Compared with the in-sample forecasting performance, we are more concerned with the out-of-sample forecasting performance of the model, for the out-of-sample forecasting performance is more significant to the study of volatility in Chinese stock market. In order to make effective evaluation to the out-of-sample forecasting performance of the model, we divide the whole sample interval (from April 20, 2007 to April 20, 2012) into two parts the former part (from April 20, 2007 to May 31, 2011) has 1000 samples in all as the estimation intervals of the model; the latter part (from June 1, 2011 to April 20, 2012) has 199 samples in all as the forecasting intervals of the model. Figures 3(a), 3(b), and 3(c) contain three out-of-sample forecast volatility sequences that are obtained by the HAR-CJ-M, HAR-ARV, and HAR-ARV-CJ models and a real volatility sequence. In addition, the method of analyzing is the same with that of the Section 4.4.1, that is, using the loss functions to evaluate the out-of-sample forecasting performance of the model. The results are shown in Table 7.

tab7
Table 7: Out-of-sample Forecast Statistics.
fig3
Figure 3: (a) Comparison of the out-of-sample forecasting performance of the HAR-ARV, HAR-CJ, and HAR-CJ-M model (1 day). ARV represents the true volatility; HAR-ARV, HAR-CJ and HAR-CJ-M represent the forecast volatility of the HAR-ARV, HAR-CJ, and HAR-CJ-M models, respectively. (b) Comparison of the out-of-sample forecasting performance of the HAR-ARV, HAR-CJ, and HAR-CJ-M model (1 week). ARV represents the true volatility; HAR-ARV, HAR-CJ, and HAR-CJ-M represent the forecast volatility of the HAR-ARV, HAR-CJ, and HAR-CJ-M models, respectively. (c) Comparison of the out-of-sample forecasting performance of the HAR-ARV, HAR-CJ, and HAR-CJ-M model (1 month). ARV represents the true volatility; HAR-ARV, HAR-CJ, and HAR-CJ-M represent the forecast volatility of the HAR-ARV, HAR-CJ, and HAR-CJ-M models, respectively.

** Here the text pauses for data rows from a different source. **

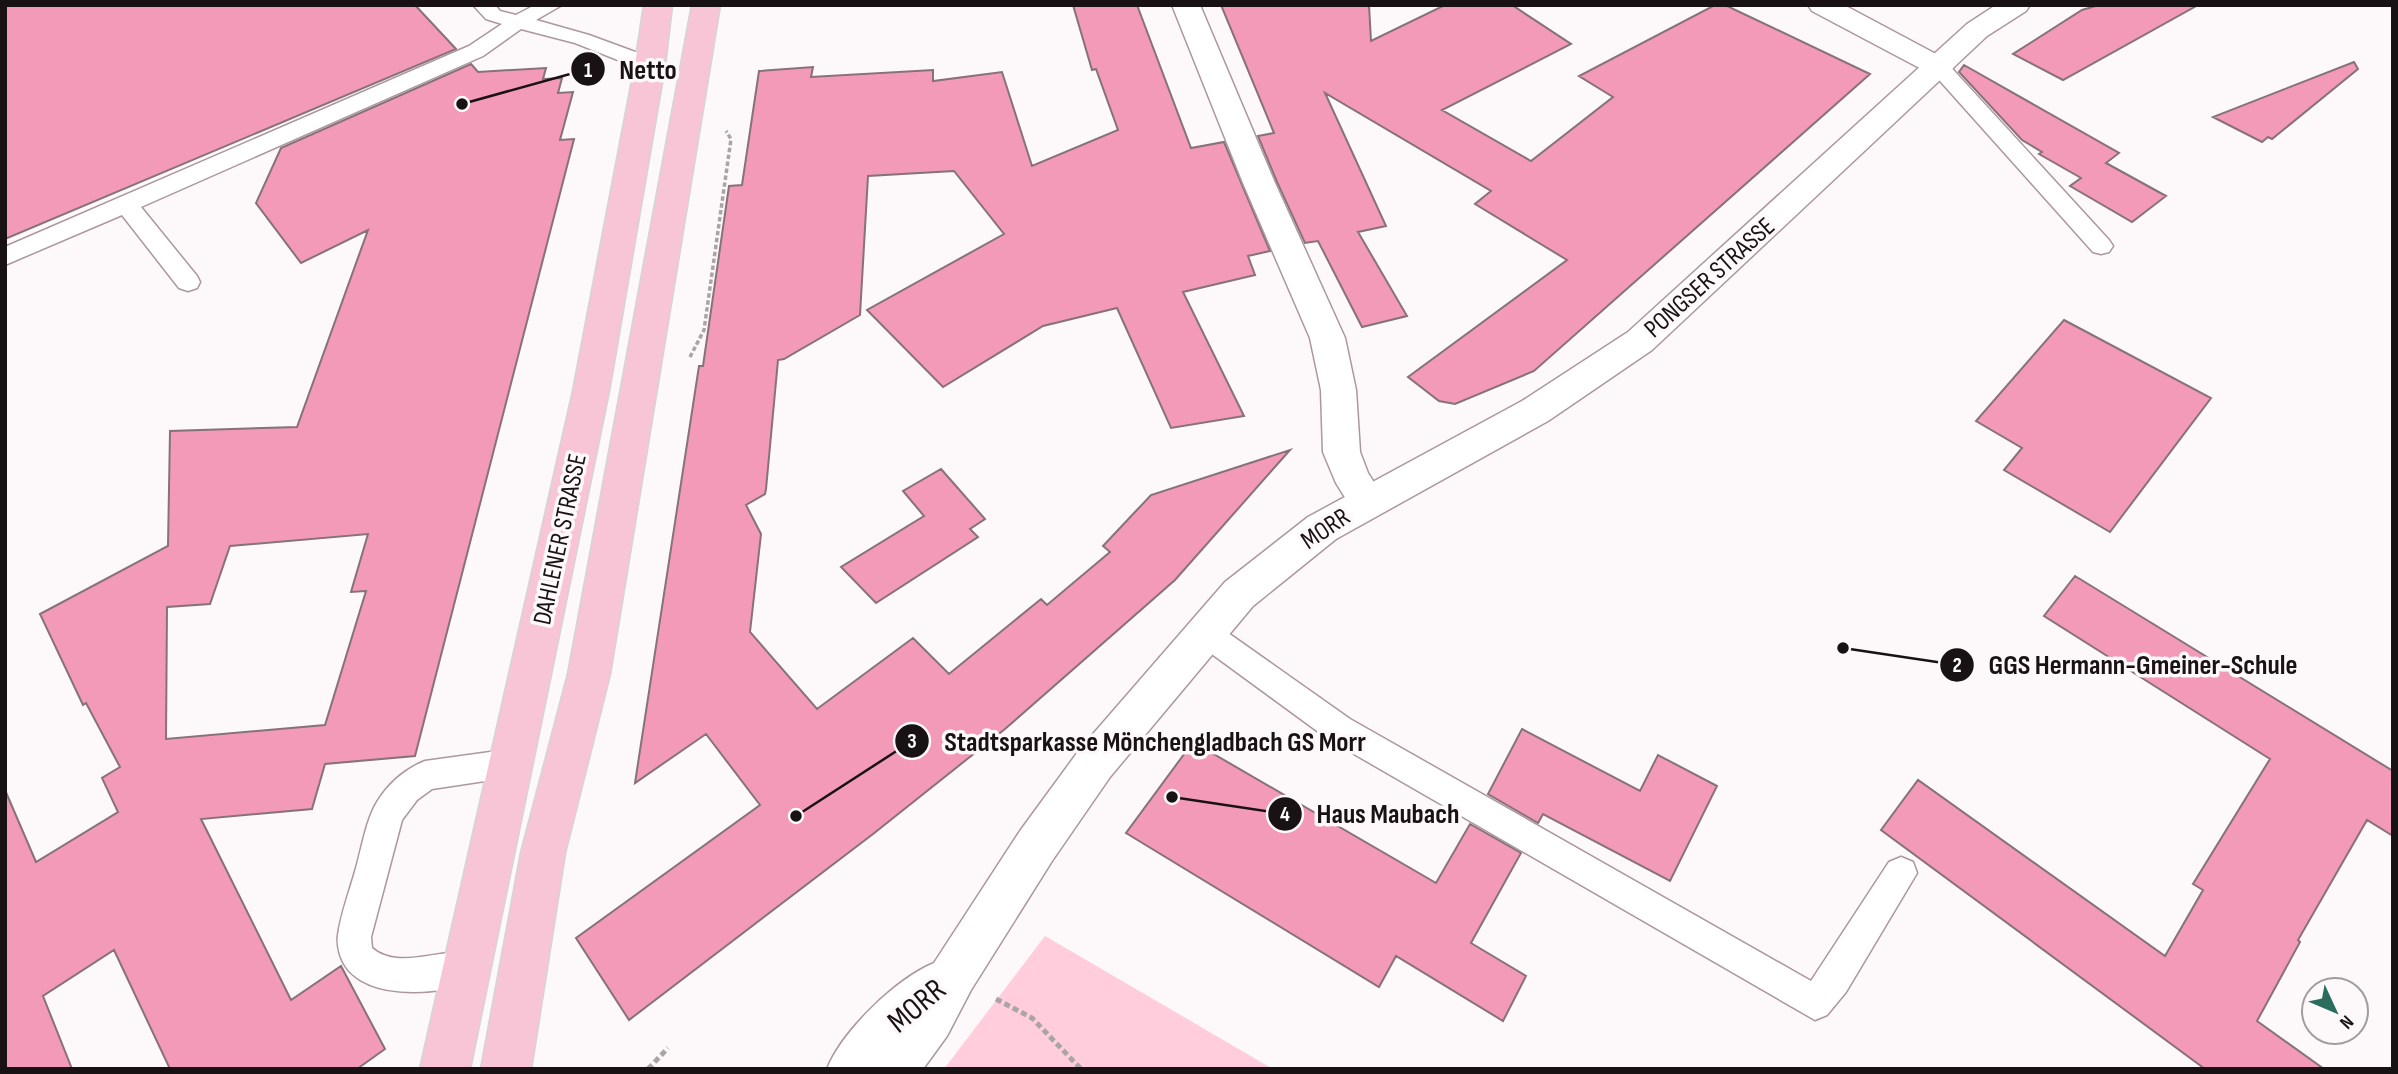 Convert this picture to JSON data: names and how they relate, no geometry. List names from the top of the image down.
{
  "streets": {
    "main road": ["PONGSER STRASSE", "MORR", "DAHLENER STRASSE"]
  },
  "crossings": [
    ["PONGSER STRASSE", "MORR"]
  ],
  "places": [
    "Netto",
    "GGS Hermann-Gmeiner-Schule",
    "Haus Maubach",
    "Stadtsparkasse Mönchengladbach GS Morr"
  ],
  "north": "bottom right"
} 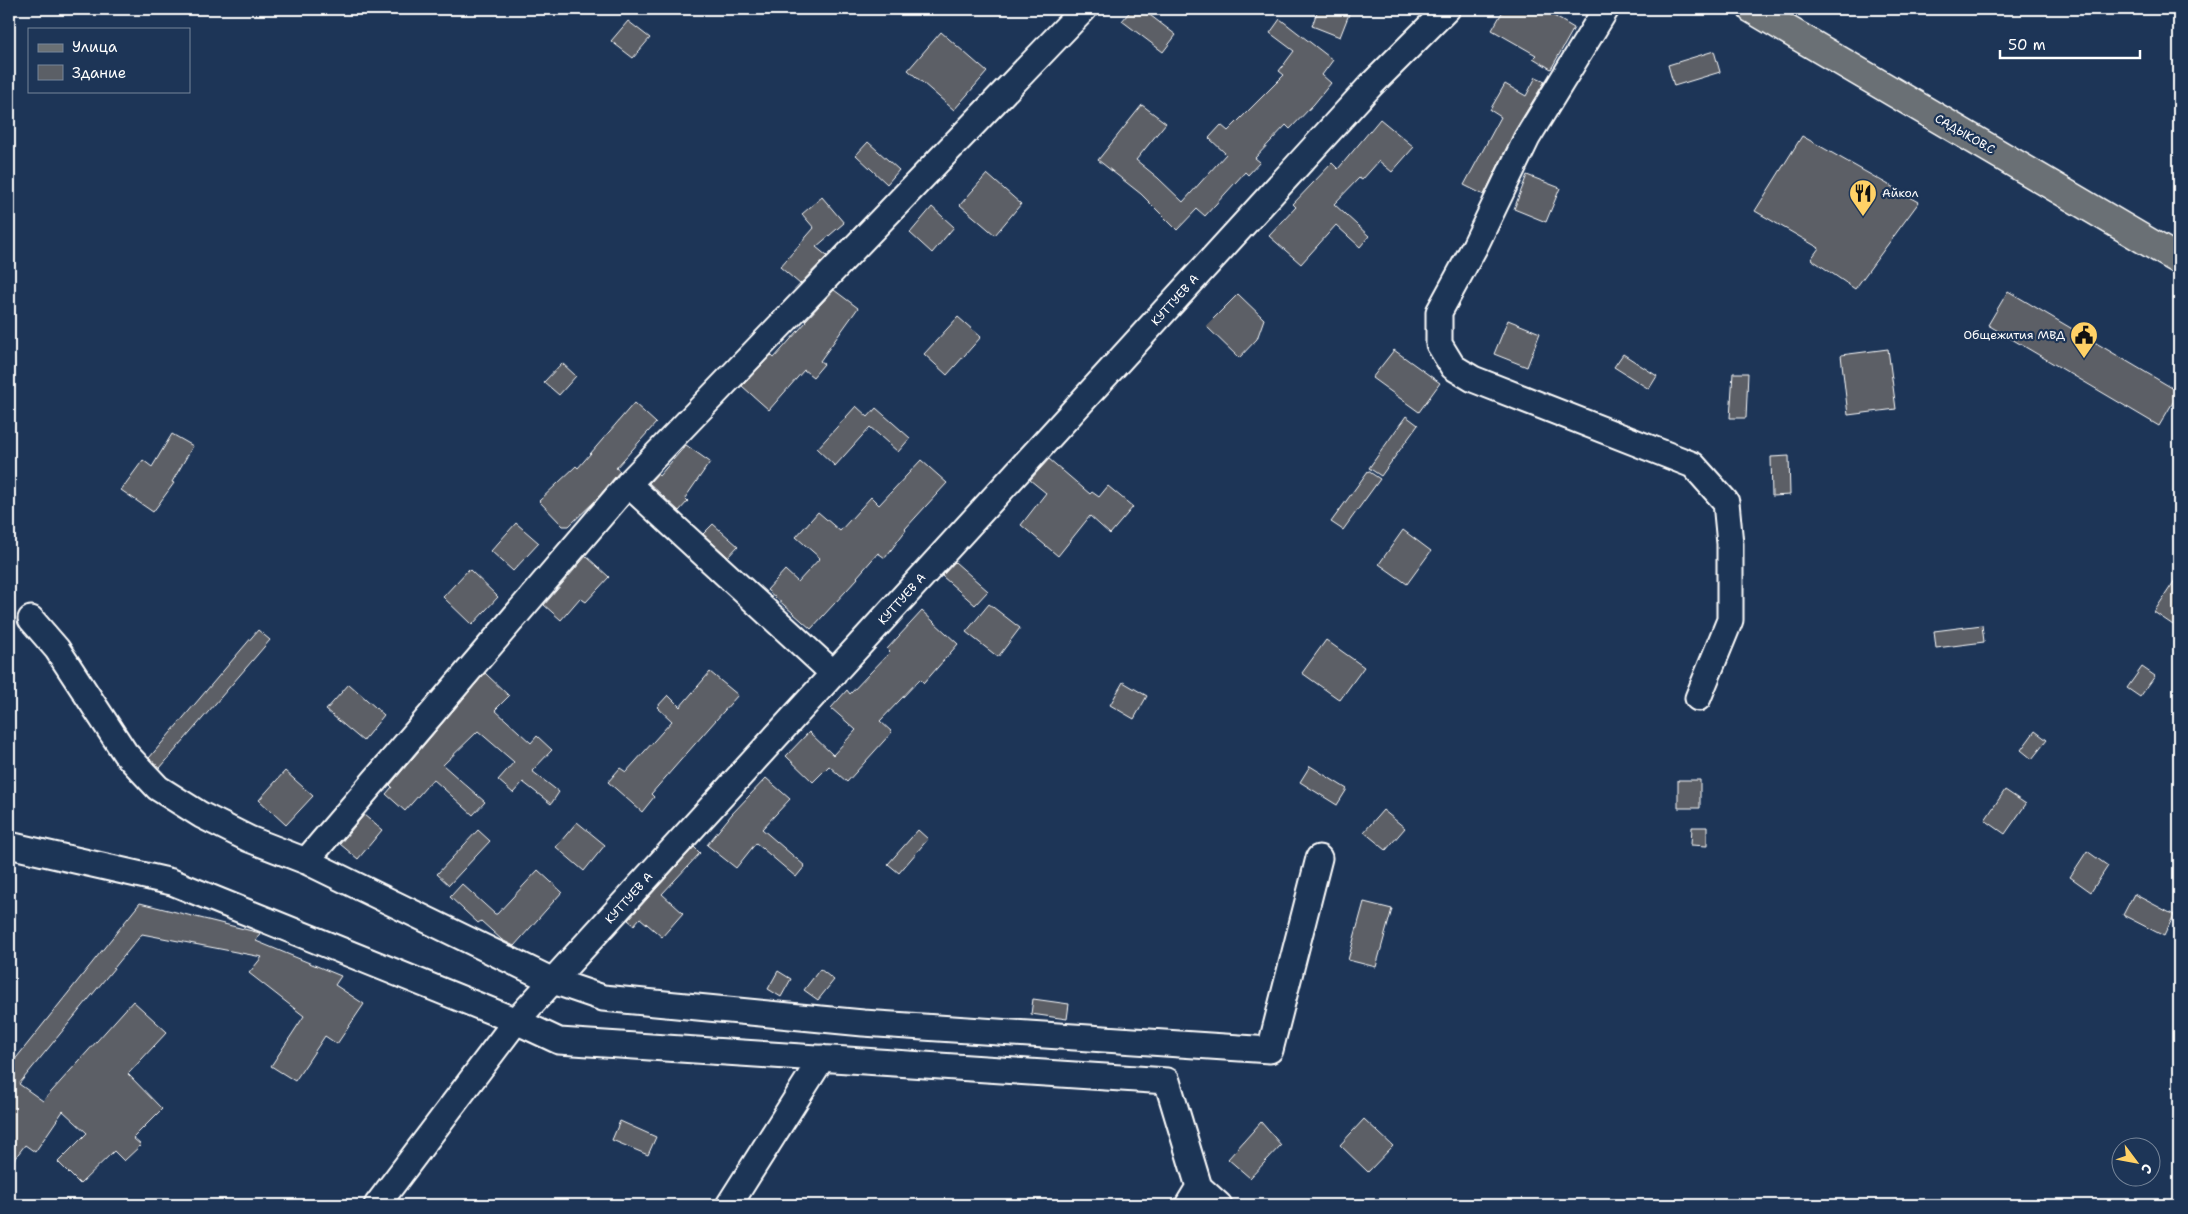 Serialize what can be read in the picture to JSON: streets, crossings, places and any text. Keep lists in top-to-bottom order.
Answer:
{
  "streets": {
    "main road": ["САДЫКОВ.С"],
    "street": ["КУТТУЕВ А"]
  },
  "places": {
    "restaurant": ["Айкол"],
    "public building": ["Общежития МВД"]
  },
  "legend": ["Улица", "Здание"],
  "scale_bar": "50 m",
  "north": "bottom right"
}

In Table 7, it can be found that except that the MAPE of HAR-CJ-M model is greater than that of HAR-ARV-CJ model, and that of HAR-ARV-CJ model greater than HAR-ARV model when forecasting the 1-week ARV, the rest values of MAE, MAPE, RMSE, HRMSE, and Theil coefficient of HAR-CJ-M model are all smaller than those of HAR-ARV-CJ model, and the MAE, MAPE, RMSE, HRMSE and Theil coefficient of HAR-ARV-CJ model are smaller than those of HAR-ARV model. Therefore, the HAR-CJ-M model has better out-of-sample forecasting performance on future performance in Chinese stock market than the HAR-ARV-CJ model, and the HAR-CJ model is better than the HAR-ARV model.

Combining the analyses in Sections 4.4.1 and 4.4.2, we can conclude that the forecasting performance of the above three volatility models of future volatility in Chinese stock market from the best to the weakest is in the following order: HAR-CJ-M model, HAR-ARV-CJ model, and then HAR-ARV model.

5. Conclusion

Considering the crucial role of the overnight return variance in volatility of the whole Chinese stock market, we convert RV into ARV and set up a HAR-CJ-M model on the basis of the HAR-CJ model and momentum effect. After that, we take the 5-minute high-frequency data of CSI 300 as samples for empirical evidence and estimate parameters on the HAR-CJ-M, HAR-ARV, and HAR-CJ models. Then we compare these three models of their forecasting performance of the future ARV in Chinese stock market by using the loss functions.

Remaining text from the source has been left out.